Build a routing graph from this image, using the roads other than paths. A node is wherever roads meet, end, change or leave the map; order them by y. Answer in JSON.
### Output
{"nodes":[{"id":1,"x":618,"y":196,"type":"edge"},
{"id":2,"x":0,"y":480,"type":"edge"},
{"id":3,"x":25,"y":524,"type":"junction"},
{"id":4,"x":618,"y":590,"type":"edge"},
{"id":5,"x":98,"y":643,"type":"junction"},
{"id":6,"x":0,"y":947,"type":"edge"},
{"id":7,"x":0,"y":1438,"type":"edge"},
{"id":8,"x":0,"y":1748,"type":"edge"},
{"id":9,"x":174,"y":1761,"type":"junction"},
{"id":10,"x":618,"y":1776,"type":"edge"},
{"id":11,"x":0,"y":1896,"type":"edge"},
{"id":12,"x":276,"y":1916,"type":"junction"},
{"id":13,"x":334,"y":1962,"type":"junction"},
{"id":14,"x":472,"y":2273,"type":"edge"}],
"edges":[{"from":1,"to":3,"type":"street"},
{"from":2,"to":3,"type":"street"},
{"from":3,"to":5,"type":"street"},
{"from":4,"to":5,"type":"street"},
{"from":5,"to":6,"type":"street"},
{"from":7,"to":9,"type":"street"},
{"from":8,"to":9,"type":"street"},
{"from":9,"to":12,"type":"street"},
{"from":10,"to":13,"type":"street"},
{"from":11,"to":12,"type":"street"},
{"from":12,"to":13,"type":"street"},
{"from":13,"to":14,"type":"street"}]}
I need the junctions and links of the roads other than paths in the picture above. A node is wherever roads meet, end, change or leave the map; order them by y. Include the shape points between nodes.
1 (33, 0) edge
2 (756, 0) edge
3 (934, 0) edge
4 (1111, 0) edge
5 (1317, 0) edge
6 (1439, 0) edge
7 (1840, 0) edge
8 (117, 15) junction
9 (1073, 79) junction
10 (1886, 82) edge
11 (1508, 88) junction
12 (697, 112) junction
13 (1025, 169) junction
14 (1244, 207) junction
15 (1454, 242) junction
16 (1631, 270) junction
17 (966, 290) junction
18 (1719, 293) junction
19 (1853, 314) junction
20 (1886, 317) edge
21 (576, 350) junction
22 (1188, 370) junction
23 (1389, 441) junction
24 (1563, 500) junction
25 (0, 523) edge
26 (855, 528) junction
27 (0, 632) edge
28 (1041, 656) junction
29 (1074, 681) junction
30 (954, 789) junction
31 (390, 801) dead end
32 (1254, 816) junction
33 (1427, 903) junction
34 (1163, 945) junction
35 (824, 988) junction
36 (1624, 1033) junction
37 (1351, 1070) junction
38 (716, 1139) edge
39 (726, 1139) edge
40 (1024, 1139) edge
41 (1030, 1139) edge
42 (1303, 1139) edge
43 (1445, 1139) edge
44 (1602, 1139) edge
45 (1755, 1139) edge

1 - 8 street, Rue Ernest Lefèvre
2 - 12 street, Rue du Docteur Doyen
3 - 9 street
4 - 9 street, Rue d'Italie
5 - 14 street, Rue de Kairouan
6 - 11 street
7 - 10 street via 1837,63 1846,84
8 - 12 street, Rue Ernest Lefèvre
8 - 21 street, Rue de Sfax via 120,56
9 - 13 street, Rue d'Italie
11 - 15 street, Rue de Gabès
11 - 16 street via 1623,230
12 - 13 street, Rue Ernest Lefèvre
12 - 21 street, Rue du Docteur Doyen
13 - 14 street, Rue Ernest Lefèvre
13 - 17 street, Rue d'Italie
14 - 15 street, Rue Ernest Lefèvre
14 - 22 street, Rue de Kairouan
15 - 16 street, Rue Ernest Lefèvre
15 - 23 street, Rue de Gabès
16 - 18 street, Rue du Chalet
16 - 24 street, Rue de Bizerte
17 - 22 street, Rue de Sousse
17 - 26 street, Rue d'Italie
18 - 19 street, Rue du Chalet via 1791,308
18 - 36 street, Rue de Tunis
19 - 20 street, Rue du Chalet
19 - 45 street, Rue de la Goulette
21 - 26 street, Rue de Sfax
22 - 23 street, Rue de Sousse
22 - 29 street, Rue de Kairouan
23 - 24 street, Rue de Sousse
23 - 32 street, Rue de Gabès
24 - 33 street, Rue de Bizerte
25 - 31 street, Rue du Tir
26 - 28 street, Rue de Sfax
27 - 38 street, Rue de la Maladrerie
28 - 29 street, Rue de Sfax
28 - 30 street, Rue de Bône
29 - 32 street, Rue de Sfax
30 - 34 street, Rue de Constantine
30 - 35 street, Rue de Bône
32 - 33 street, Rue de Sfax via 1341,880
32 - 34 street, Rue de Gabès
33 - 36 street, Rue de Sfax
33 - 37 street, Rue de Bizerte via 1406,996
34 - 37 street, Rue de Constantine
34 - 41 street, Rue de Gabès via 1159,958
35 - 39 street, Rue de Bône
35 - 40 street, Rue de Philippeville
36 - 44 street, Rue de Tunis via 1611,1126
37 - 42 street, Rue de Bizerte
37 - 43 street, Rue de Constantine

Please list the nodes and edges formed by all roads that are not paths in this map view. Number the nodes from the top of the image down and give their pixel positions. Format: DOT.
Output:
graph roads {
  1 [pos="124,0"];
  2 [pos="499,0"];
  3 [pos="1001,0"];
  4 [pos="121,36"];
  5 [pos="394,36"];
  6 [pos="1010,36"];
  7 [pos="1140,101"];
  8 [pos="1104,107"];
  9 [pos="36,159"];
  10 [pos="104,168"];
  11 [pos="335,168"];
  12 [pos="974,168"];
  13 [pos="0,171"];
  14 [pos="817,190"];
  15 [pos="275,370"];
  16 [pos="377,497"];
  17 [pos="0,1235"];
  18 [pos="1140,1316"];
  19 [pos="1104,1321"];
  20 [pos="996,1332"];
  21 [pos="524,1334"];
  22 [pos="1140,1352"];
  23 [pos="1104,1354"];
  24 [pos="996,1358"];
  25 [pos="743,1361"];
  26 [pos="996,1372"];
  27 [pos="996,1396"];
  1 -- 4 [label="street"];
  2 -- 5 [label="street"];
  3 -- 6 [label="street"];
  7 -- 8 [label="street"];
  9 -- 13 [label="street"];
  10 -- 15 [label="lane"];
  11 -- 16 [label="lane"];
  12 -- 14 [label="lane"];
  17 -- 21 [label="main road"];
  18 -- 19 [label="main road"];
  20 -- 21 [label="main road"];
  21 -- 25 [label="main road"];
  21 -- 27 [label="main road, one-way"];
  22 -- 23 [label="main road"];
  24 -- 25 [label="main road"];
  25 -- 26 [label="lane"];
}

+ + +

--- TASK DESCRIPTION ---
Go through the data line by line and work out how many lines contain "roads". Give only that number.

--- ANSWER TO THE PROBLEM ---
4